Records contained in a dataset
****************

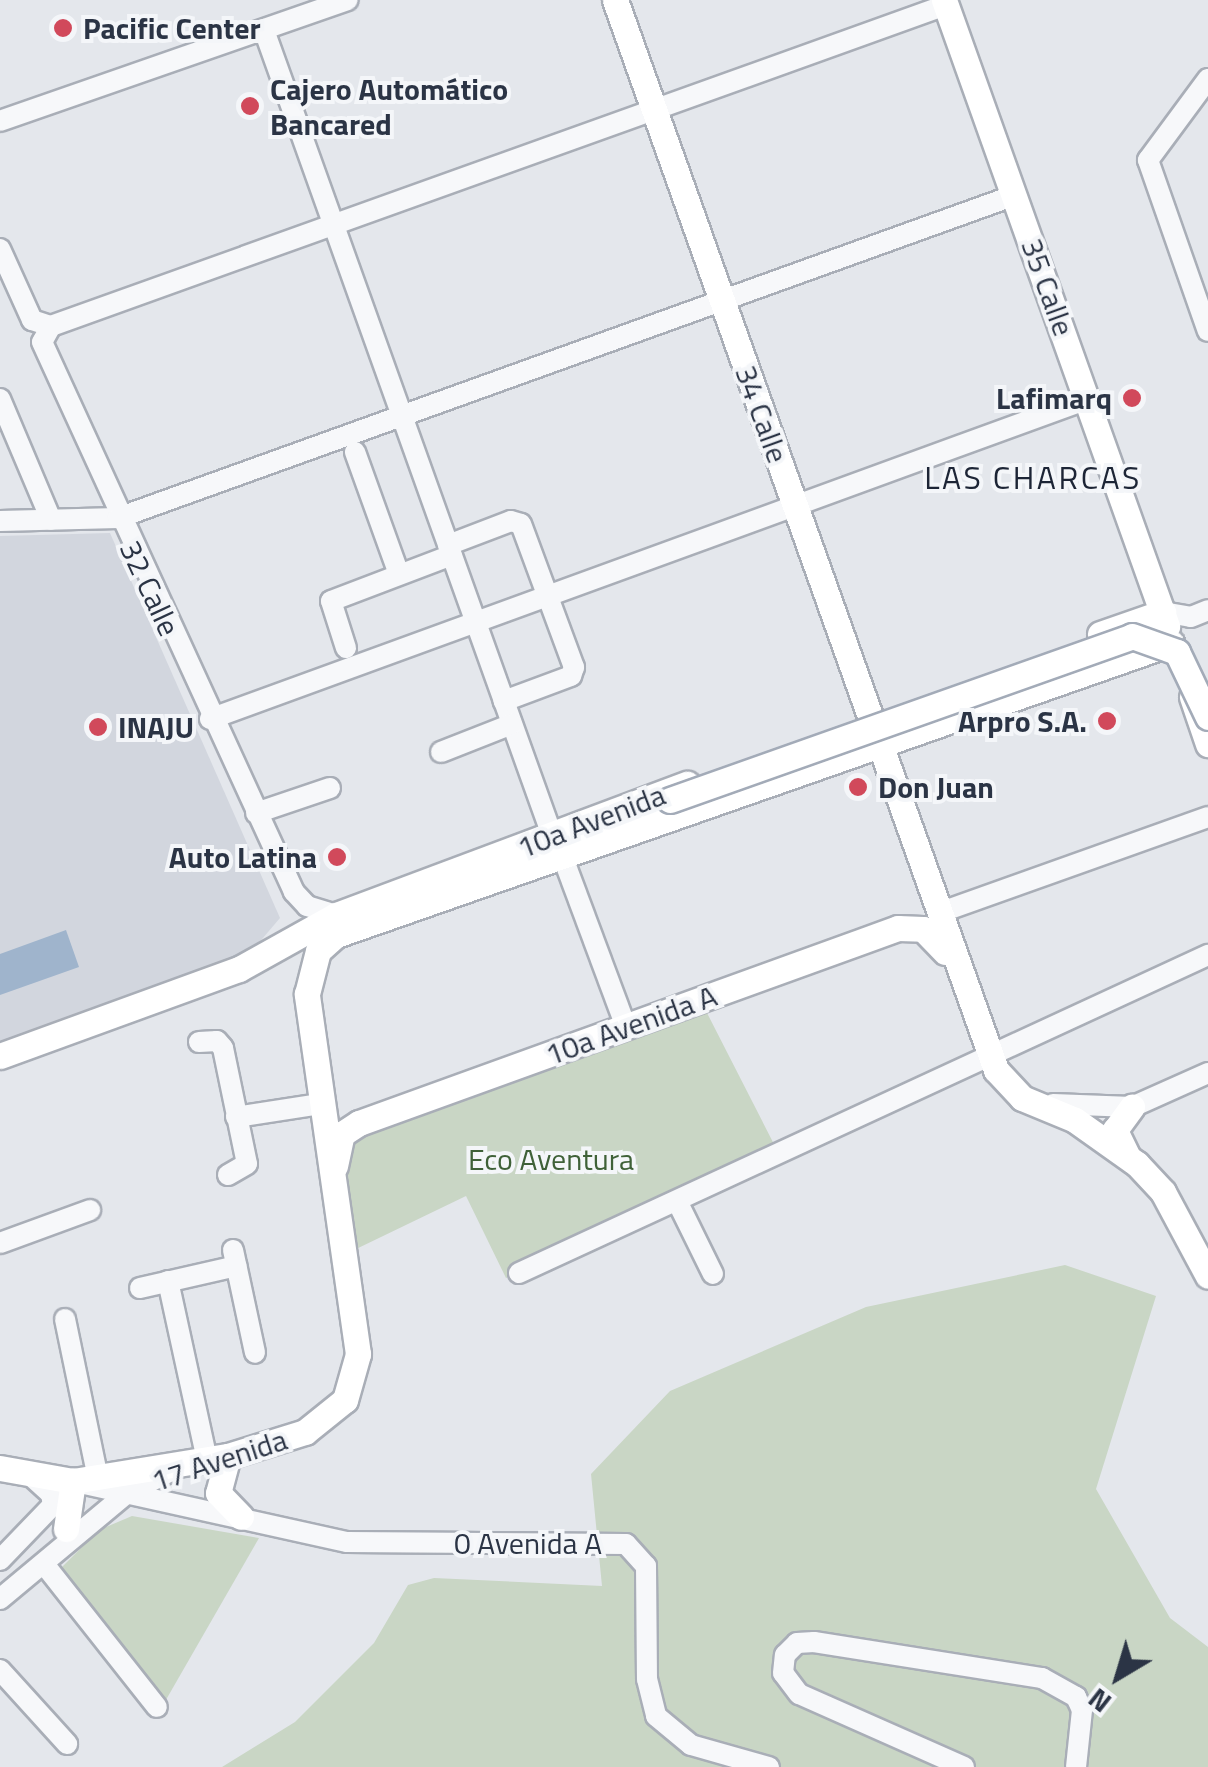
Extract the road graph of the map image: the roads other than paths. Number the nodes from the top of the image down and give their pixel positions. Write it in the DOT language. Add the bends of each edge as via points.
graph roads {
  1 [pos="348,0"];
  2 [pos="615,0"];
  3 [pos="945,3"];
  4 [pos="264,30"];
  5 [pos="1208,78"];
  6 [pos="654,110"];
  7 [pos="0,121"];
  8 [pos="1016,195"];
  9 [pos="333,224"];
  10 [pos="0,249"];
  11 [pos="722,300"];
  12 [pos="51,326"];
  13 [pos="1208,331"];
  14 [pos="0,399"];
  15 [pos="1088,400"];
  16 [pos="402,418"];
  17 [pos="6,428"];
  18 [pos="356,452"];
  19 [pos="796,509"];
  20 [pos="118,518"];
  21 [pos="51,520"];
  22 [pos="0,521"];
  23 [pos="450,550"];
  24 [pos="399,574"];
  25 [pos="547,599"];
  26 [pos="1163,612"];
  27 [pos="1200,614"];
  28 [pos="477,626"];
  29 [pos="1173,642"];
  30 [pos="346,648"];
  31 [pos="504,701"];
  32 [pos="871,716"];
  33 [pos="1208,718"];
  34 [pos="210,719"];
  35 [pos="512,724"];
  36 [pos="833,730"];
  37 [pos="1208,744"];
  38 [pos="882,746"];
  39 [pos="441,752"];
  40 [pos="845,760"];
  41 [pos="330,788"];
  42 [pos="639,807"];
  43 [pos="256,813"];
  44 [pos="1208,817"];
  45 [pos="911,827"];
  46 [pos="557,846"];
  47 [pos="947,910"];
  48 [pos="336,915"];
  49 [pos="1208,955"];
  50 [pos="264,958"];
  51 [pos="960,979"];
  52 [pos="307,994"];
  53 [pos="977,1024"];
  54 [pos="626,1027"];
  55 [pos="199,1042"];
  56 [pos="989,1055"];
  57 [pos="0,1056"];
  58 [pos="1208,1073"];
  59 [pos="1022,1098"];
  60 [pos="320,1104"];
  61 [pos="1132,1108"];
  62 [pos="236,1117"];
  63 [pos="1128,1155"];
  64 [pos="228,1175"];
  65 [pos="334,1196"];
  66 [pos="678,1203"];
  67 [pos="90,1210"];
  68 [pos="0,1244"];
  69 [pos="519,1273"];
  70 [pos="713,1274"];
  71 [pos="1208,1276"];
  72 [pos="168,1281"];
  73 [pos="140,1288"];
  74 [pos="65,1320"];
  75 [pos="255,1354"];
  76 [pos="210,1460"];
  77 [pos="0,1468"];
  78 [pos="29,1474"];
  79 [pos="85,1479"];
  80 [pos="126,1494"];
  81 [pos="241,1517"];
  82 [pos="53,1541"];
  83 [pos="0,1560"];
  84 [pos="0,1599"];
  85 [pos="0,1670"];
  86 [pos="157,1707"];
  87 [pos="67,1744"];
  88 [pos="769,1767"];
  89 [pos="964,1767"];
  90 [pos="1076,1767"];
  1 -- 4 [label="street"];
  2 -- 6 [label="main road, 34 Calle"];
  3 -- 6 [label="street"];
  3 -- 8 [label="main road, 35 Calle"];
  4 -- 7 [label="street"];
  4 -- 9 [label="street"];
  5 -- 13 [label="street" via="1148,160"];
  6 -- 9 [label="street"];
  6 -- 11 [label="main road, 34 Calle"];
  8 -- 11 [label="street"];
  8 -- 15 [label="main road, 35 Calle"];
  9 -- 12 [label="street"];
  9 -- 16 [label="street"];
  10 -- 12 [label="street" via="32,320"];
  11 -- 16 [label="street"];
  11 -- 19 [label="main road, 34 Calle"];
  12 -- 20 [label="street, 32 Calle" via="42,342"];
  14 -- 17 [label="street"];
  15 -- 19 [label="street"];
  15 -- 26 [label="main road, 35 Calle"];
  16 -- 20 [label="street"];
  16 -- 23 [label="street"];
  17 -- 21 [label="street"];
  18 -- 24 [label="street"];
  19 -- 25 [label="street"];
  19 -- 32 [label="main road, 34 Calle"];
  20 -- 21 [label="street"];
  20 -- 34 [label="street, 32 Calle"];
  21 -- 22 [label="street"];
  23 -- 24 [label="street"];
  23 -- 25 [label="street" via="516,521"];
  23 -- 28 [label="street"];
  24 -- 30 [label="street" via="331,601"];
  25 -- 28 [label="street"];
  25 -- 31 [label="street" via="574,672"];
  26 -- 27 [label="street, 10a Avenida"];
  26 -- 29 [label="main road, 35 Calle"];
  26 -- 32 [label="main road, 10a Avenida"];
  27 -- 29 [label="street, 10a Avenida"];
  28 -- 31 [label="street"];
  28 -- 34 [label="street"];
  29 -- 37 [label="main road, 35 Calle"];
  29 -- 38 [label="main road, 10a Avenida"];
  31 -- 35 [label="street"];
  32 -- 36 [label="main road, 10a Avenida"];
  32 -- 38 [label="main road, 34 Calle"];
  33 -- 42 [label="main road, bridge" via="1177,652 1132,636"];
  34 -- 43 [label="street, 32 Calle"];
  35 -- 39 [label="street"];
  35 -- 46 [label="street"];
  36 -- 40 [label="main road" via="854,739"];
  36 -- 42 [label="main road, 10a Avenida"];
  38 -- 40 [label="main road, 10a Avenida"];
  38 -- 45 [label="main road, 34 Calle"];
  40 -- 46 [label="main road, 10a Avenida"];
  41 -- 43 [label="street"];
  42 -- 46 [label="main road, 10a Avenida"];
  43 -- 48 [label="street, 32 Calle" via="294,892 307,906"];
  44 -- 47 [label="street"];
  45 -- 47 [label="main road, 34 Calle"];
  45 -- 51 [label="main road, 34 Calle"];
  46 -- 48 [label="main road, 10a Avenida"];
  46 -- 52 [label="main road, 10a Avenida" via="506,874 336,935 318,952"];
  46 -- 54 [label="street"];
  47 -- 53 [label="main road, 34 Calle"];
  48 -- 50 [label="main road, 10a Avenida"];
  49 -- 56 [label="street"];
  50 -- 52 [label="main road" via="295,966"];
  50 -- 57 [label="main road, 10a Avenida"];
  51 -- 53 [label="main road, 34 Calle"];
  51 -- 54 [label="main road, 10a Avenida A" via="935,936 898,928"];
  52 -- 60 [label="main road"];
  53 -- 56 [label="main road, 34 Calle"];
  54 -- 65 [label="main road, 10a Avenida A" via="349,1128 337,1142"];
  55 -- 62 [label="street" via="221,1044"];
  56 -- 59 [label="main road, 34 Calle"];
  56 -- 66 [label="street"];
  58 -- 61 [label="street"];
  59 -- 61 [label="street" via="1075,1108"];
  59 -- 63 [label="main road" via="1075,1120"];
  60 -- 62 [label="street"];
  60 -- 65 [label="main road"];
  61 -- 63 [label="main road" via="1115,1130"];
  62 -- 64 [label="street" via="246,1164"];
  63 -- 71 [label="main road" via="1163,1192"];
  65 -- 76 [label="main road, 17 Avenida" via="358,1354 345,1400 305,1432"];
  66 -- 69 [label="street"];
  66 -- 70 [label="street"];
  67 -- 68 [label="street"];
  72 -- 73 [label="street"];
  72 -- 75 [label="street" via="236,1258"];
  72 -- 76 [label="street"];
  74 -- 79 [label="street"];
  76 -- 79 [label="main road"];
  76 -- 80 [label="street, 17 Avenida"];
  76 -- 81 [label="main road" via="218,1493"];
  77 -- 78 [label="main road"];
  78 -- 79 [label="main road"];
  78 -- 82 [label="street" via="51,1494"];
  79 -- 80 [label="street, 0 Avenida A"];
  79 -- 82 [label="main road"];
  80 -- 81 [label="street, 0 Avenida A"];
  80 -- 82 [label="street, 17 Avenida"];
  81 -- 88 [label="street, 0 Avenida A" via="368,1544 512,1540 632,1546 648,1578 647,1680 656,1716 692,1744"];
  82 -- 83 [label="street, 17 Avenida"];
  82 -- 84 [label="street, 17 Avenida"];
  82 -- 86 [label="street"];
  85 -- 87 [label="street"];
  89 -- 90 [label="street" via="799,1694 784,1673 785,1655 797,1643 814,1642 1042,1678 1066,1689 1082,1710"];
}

****************

## Problem to work on
Filter the records above for lines containing the word "graph", and copy those lines.

## Solved exercise
Extract the road graph of the map image: the roads other than paths. Number the nodes from the top of the image down and give their pixel positions. Write it in the DOT language. Add the bends of each edge as via points.
graph roads {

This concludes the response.